When the bank decided that it needed to upgrade its market risk management, it knew that although its priority was to tackle interest rate risk in its banking book, it wanted a solution that would improve risk management across its operations. NIBCapital chose Algorithmics' Algo Market as the system best able to meet not only its immediate requirements for interest rate risk management, but also for its trading and mortgage books, enabling it to take a portfolio approach across all of its risks. The firm has since gone on to implement Algorithmics' collateral and credit limit management solutions as well, with the opportunity to achieve integrated risk management at an enterprise level.
NIBCapital's project began when in 2001 it realized that its risk management practice needed a major overhaul. At the time, it was managing the interest rate risk on its banking book using functions in a front-office system. "We knew we had to move away from this towards a more advanced approach to risk management," says Ad Keijsers, responsible for risk systems at NIBCapital.

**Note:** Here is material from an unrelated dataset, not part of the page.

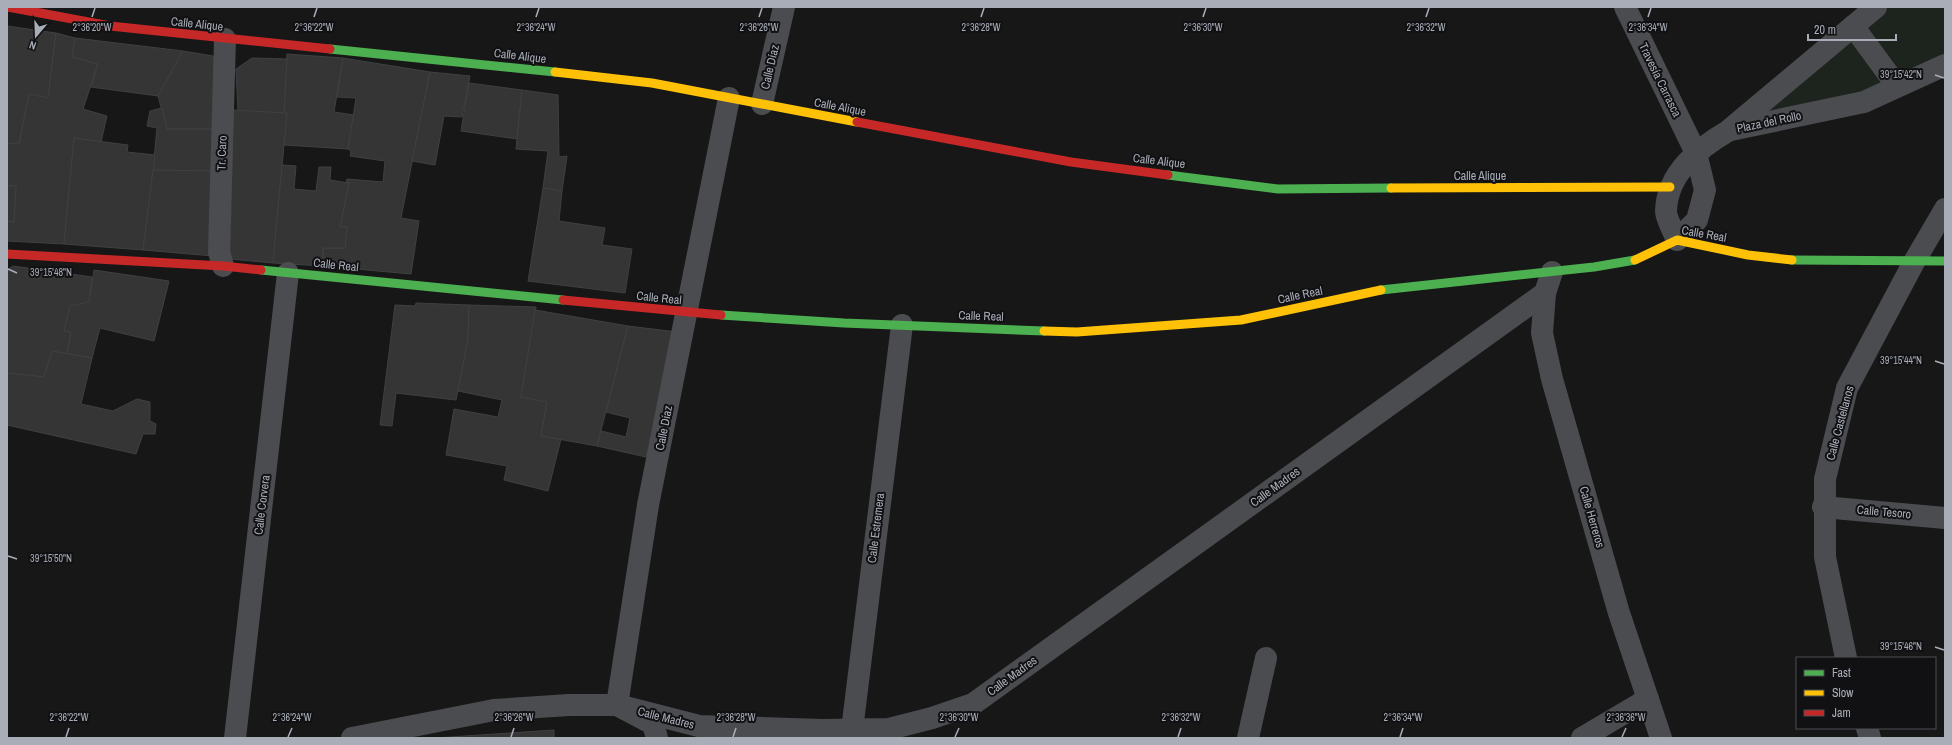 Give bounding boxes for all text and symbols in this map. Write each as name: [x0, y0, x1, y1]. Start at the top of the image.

Although it initially made a business case for a new system just to handle interest rate risk, the bank also wanted to tackle credit spread risk in its trading and investment books, as well the risks in its mortgage and other portfolios, and to calculate value-at-risk across all its portfolios. "But we decided to do this all step by step," says Keijsers.

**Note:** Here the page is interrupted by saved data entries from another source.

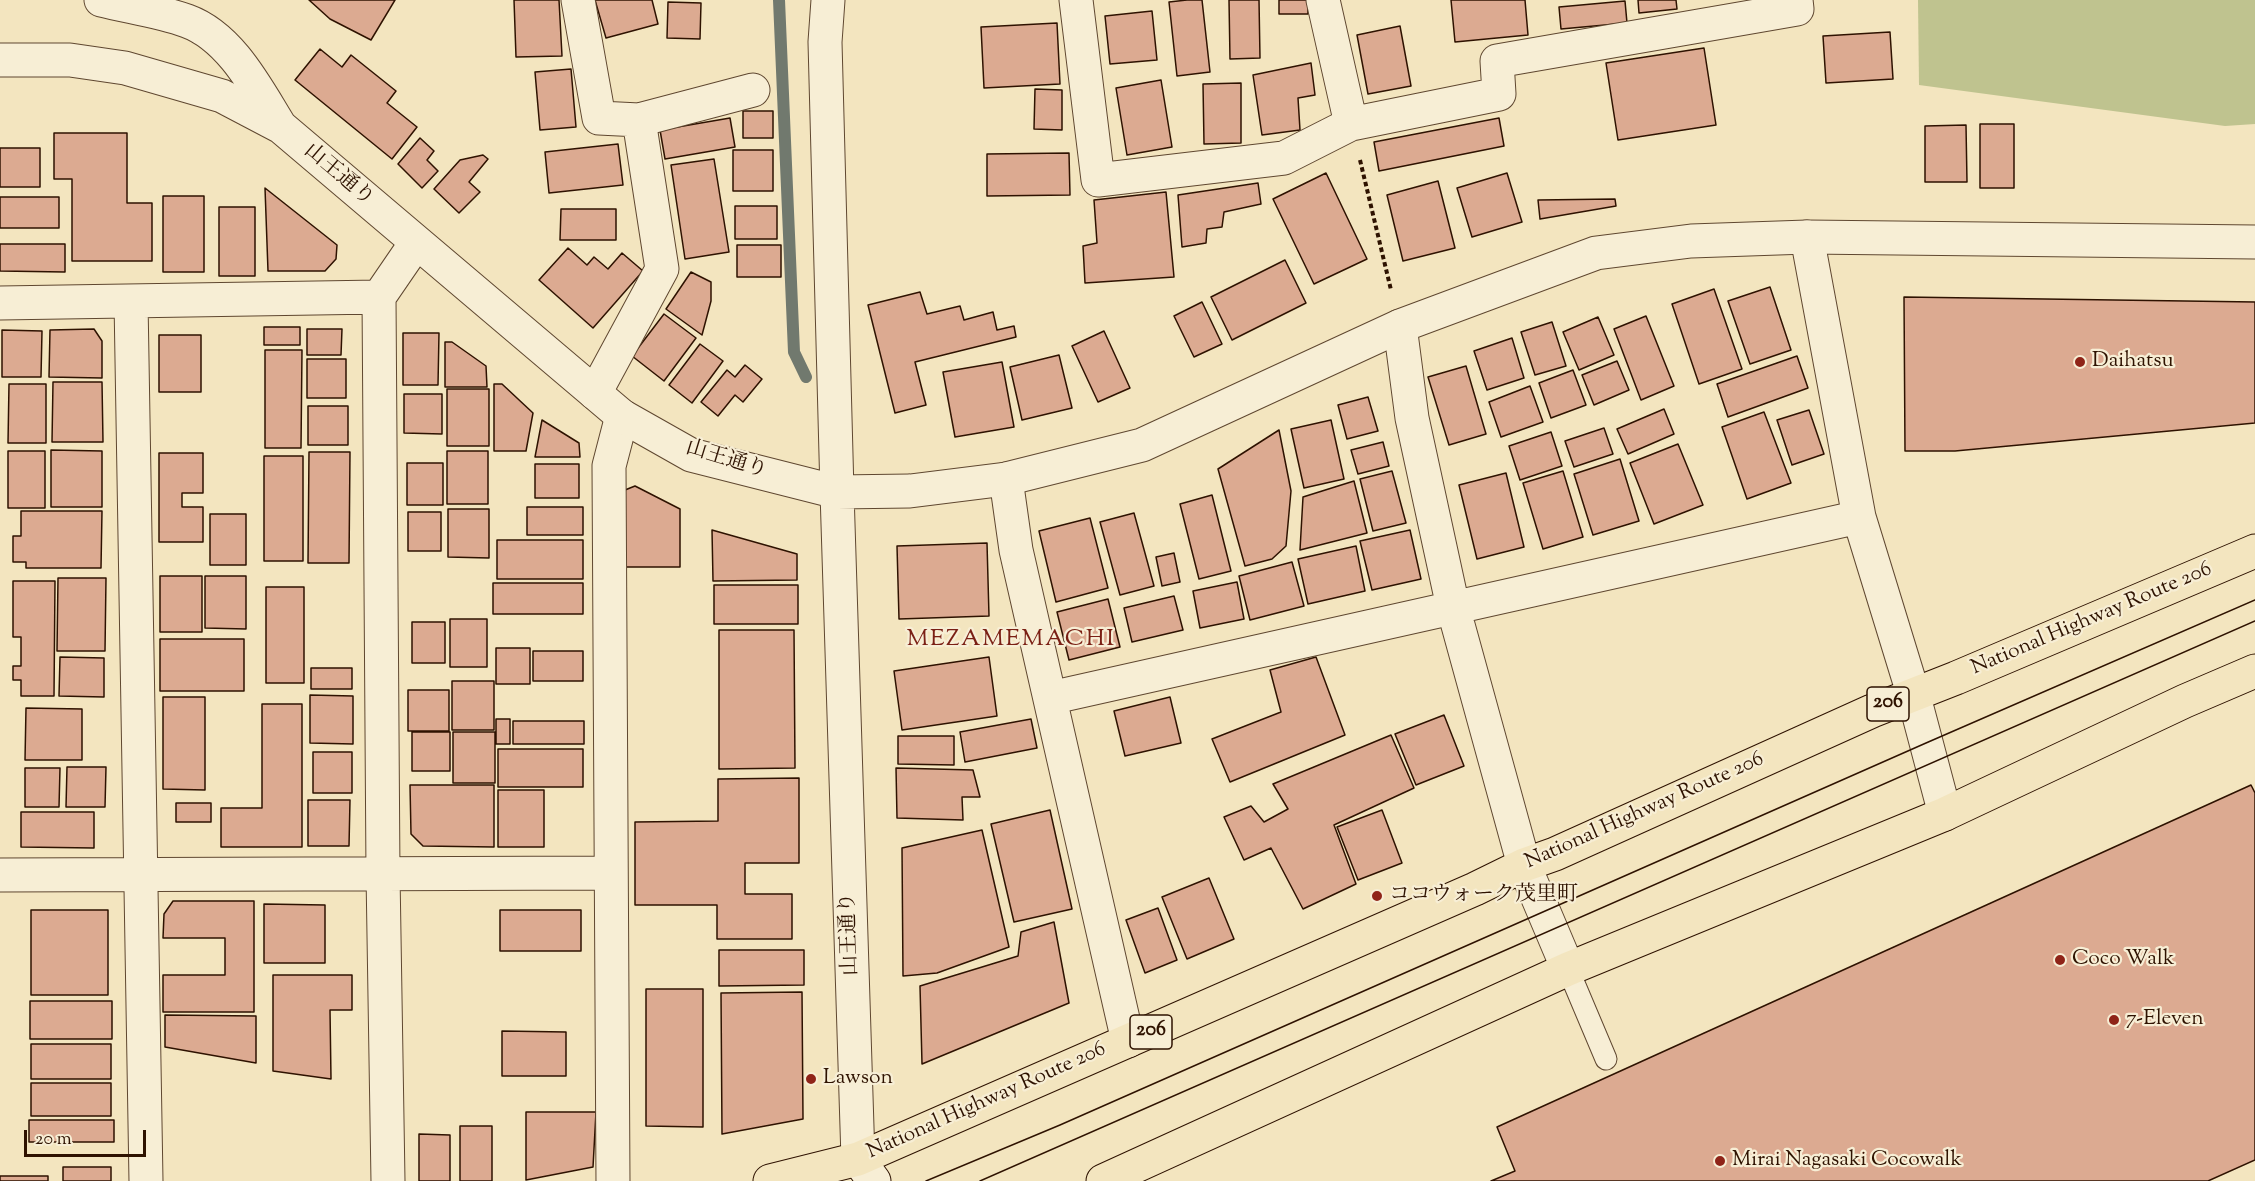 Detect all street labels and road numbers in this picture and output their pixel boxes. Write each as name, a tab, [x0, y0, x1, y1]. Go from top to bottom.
street label: 山王通り	[298, 139, 378, 213]
street label: 山王通り	[682, 437, 770, 485]
street label: National Highway Route 206	[1968, 558, 2216, 682]
road number: 206	[1867, 687, 1909, 721]
street label: National Highway Route 206	[1522, 748, 1768, 876]
street label: 山王通り	[837, 892, 865, 976]
road number: 206	[1130, 1015, 1172, 1049]
street label: National Highway Route 206	[864, 1038, 1110, 1166]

NIBCapital reviewed the risk management systems that were currently on the market. The bank was familiar with Algorithmics through its asset management operation, which was already in the process of implementing Algo Risk for asset managers. The asset management division had selected Algo Risk largely because the solution covered the broadest spectrum of financial products of any system on the market, says Keijsers, and further investigation suggested that it was also the most appropriate system for the bank's needs, especially for taking an integrated approach to risk management.
NIBCapital began implementing Algo Market in late 2001, and went live with interest rate risk management for the banking book in April 2002. The bank then moved on to incorporate credit spread risk in the trading book, and later in the mortgage portfolio.
Integrating all portfolios into a single risk system has a number of advantages, says Keijsers. "If you only look at one portfolio at a time you can't get the tradeoffs with risk you have in other portfolios. For example, all the interest rate risk that we run in the bank has a diversifying effect on our credit spread risk, but to measure the diversification it is necessary to have all the portfolios in one place, and to be able to measure all the different risk factors that we need," he says.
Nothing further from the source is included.